You are viewing a plain text version of this content. The canonical link for it is here.
Posted to user@tika.apache.org by Brian Young <bw...@gmail.com> on 2017/09/22 14:27:39 UTC

CharsetDetector vs EncodingDetector

Hello,

We had code that was using CharsetDetector and after upgrading to 1.16 it
is now returning different answers than it did in older versions.  After
digging in a bit I noticed that AutoDetectReader uses EncodingDetector,
which seems to mirror my primary use case so I am switching to that.   So I
can surmise that I was likely using the wrong class/wrong approach before.

What we are doing now is creating a throw away AutoDetectReader and
grabbing the detected charset from it.

However that leaves me wondering, how/where is CharsetDetector used?  I've
been studying CharsetDetector and EncodingDetector and trying to find some
information on when I would use one vs. the other and it isn't clear to me
yet.

Thank you,
Brian

RE: CharsetDetector vs EncodingDetector

Posted by "Allison, Timothy B." <ta...@mitre.org>.
CharsetDetector is our copy/paste of ICU4j’s encoding detector.  We wrap it as an EncodingDetector in our org.apache.tika.parser.txt.Icu4jEncodingDetector.
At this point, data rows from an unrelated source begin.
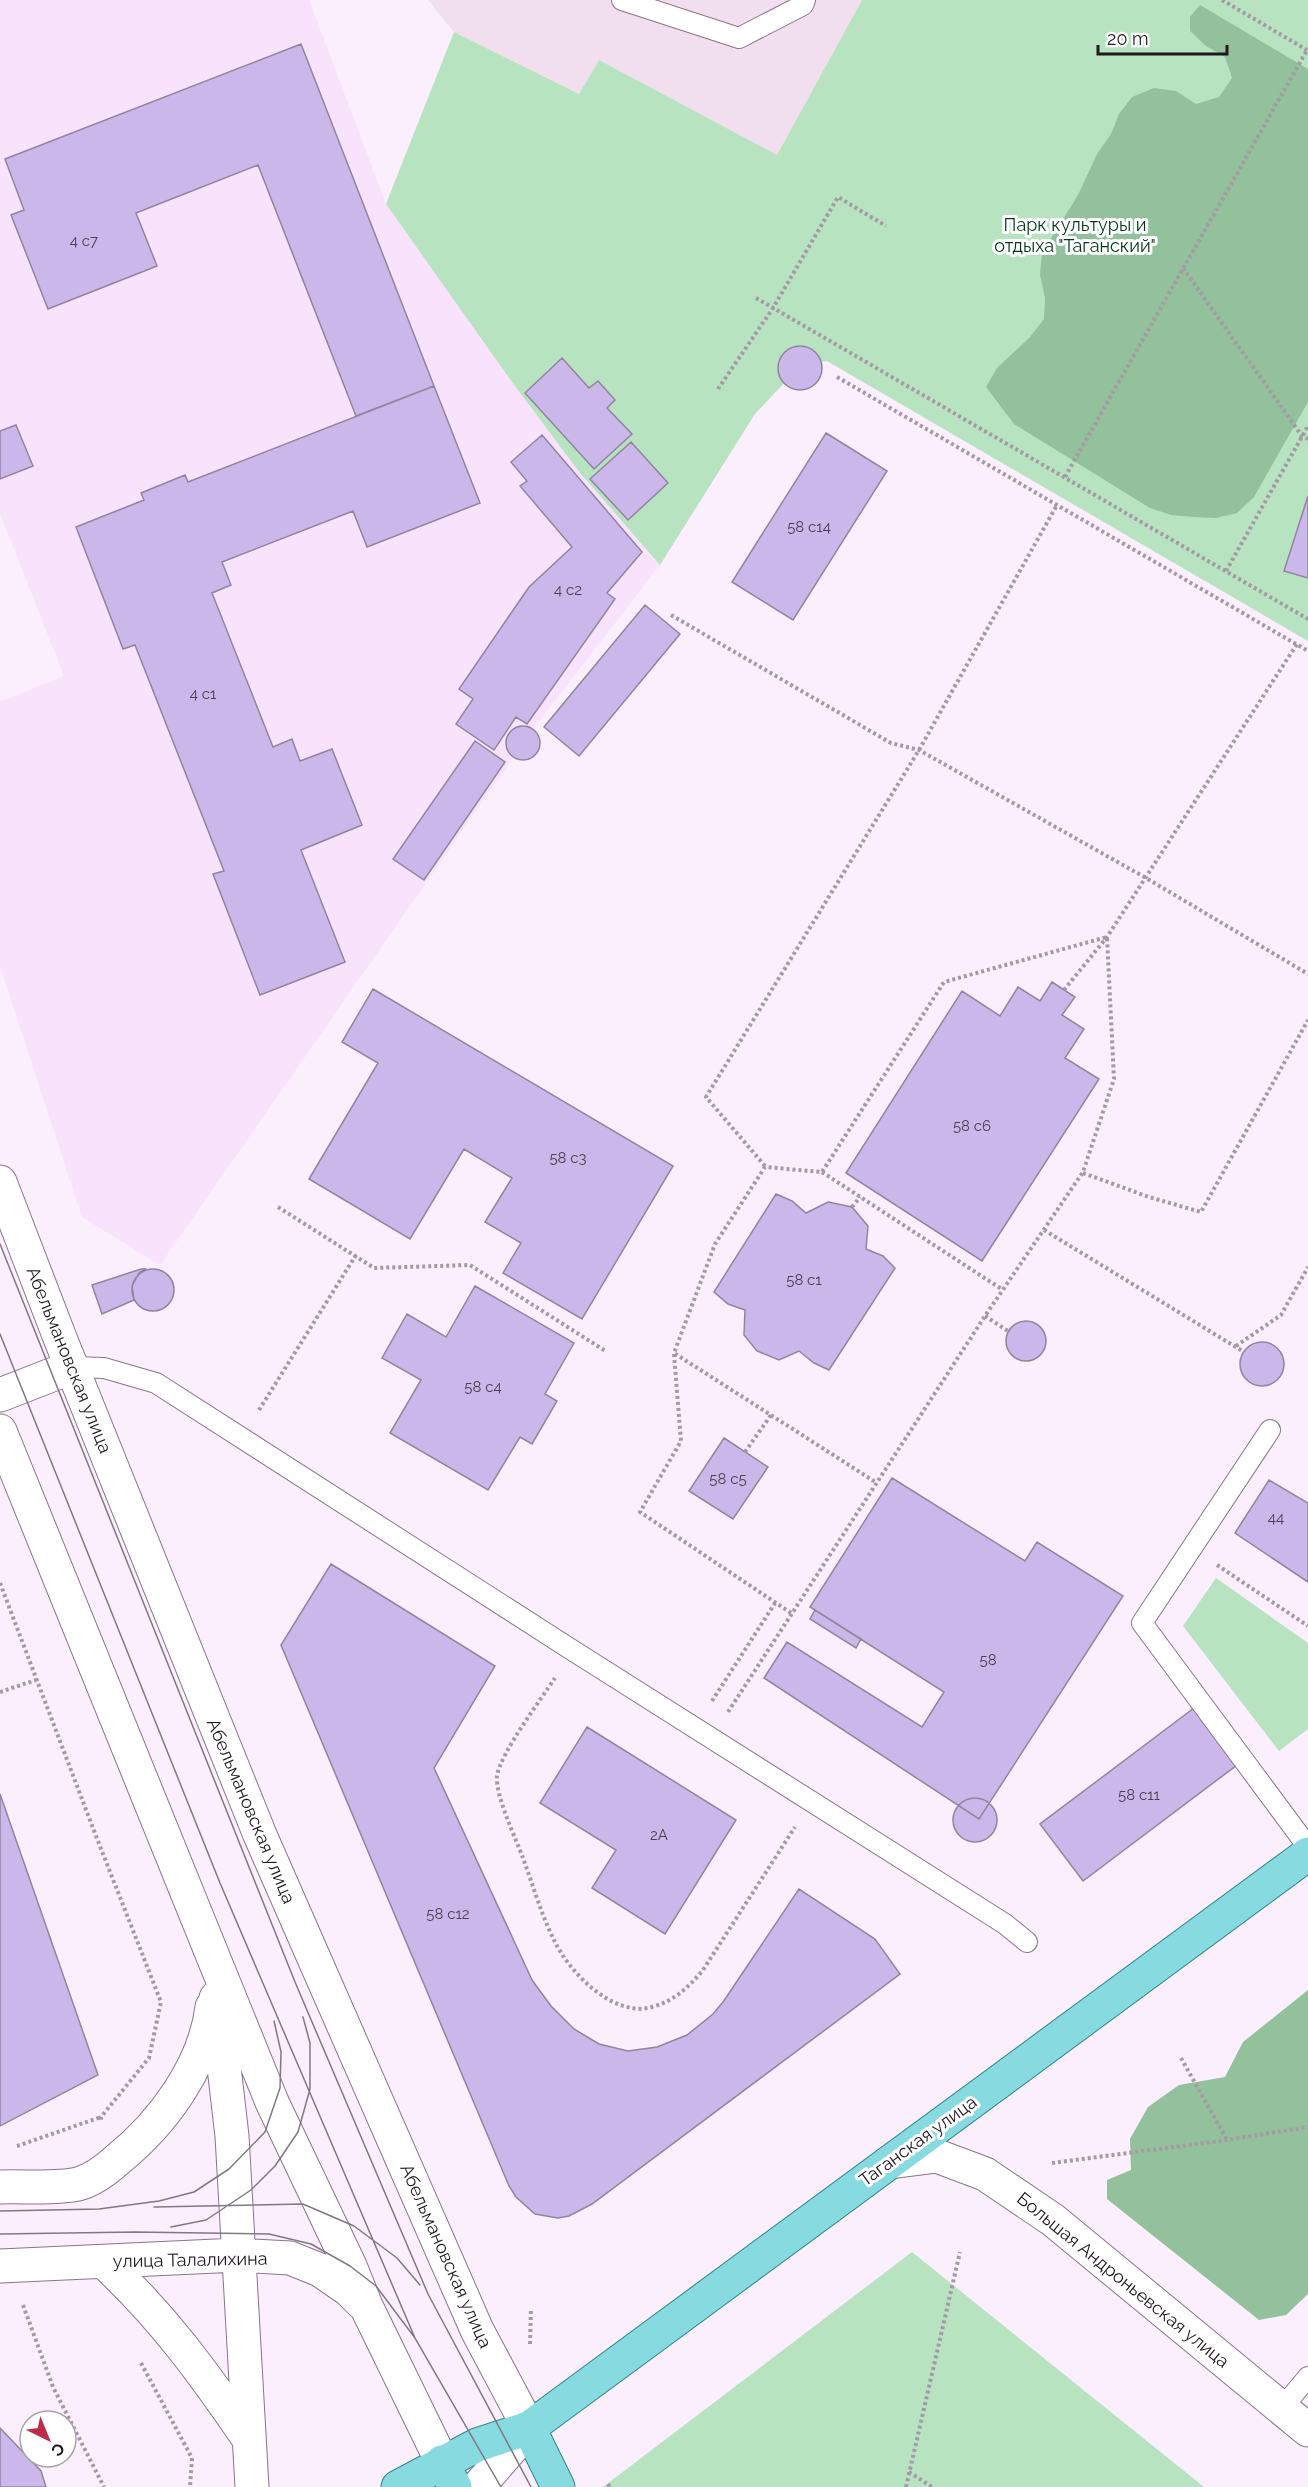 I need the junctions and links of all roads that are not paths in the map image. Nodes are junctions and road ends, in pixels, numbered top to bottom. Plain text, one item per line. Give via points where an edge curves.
1 (622, 0) edge
2 (805, 0) edge
3 (0, 1182) edge
4 (72, 1367) junction
5 (0, 1395) edge
6 (1270, 1430) dead end
7 (0, 1431) edge
8 (1308, 1847) edge
9 (1308, 1854) edge
10 (1028, 1942) dead end
11 (211, 1957) junction
12 (890, 2162) junction
13 (0, 2187) edge
14 (238, 2255) junction
15 (104, 2262) junction
16 (0, 2266) edge
17 (366, 2306) junction
18 (1308, 2377) edge
19 (1282, 2408) junction
20 (529, 2428) junction
21 (1308, 2430) edge
22 (248, 2438) junction
23 (448, 2475) edge
24 (252, 2487) edge
25 (398, 2487) edge
26 (478, 2487) edge
27 (558, 2487) edge

1 - 2 lane via 739,38 803,5
3 - 4 main road, Абельмановская улица
4 - 5 main road
4 - 10 lane via 104,1368 156,1383
4 - 20 main road, Абельмановская улица via 260,1835 477,2330
6 - 8 lane via 1142,1623
7 - 11 main road
9 - 12 main road, Таганская улица
11 - 13 main road via 211,2013 184,2083 163,2116 100,2174 78,2184
11 - 14 main road via 232,2136
11 - 17 main road via 272,2102
12 - 19 main road, Большая Андроньевская улица via 937,2156 985,2174 1017,2194
12 - 20 main road, Таганская улица
14 - 15 main road, улица Талалихина
14 - 17 main road, улица Талалихина via 290,2258 320,2270
14 - 22 main road
15 - 16 main road, улица Талалихина
15 - 22 main road via 141,2296 198,2364
17 - 23 main road
18 - 19 lane
19 - 21 main road, Большая Андроньевская улица
20 - 23 main road, Таганская улица via 477,2445
20 - 26 main road
20 - 27 main road
22 - 24 main road
23 - 25 main road, Таганская улица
The AutoDetectReader loads 3 EncodingDetectors specified in the tika/parsers/resources/META-INF/services/o.a.t.detect.EncodingDetector service file:

org.apache.tika.parser.html.HtmlEncodingDetector
org.apache.tika.parser.txt.UniversalEncodingDetector
org.apache.tika.parser.txt.Icu4jEncodingDetector

It runs through them in order, and whichever one has a non-null value first is the value that is returned.

We did do a fresh copy/paste of ICU4j before 1.16 IIRC.

You can modify the order of the encoding detectors or even which ones are used via tika-config.xml. See e.g.: https://github.com/apache/tika/blob/master/tika-parsers/src/test/resources/org/apache/tika/config/TIKA-2273-no-icu4j-encoding-detector.xml

In short you can experiment with each of the 3 to figure out which one works best and then determine the best order in which to apply them. 😊

If you have time and the interest, I’d run each of the 3 (or just 2 if you know you don’t have html) and then use tika-eval [1] to see which gives you higher “common words” scores (where “common words” is the count of words in your extracts that are in the top 20000 common words extracted from Wikipedia for the detected language).  You have the rare opportunity to be the 2nd person in the world to use tika-eval.

Oh, and once you’ve done that, you can chip in on TIKA-2038.

Cheers,

         Tim

[1] https://wiki.apache.org/tika/TikaEval

From: Brian Young [mailto:bwyoung.spam@gmail.com]
Sent: Friday, September 22, 2017 10:28 AM
To: user@tika.apache.org
Subject: CharsetDetector vs EncodingDetector

Hello,

We had code that was using CharsetDetector and after upgrading to 1.16 it is now returning different answers than it did in older versions.  After digging in a bit I noticed that AutoDetectReader uses EncodingDetector, which seems to mirror my primary use case so I am switching to that.   So I can surmise that I was likely using the wrong class/wrong approach before.

What we are doing now is creating a throw away AutoDetectReader and grabbing the detected charset from it.

However that leaves me wondering, how/where is CharsetDetector used?  I've been studying CharsetDetector and EncodingDetector and trying to find some information on when I would use one vs. the other and it isn't clear to me yet.

Thank you,
Brian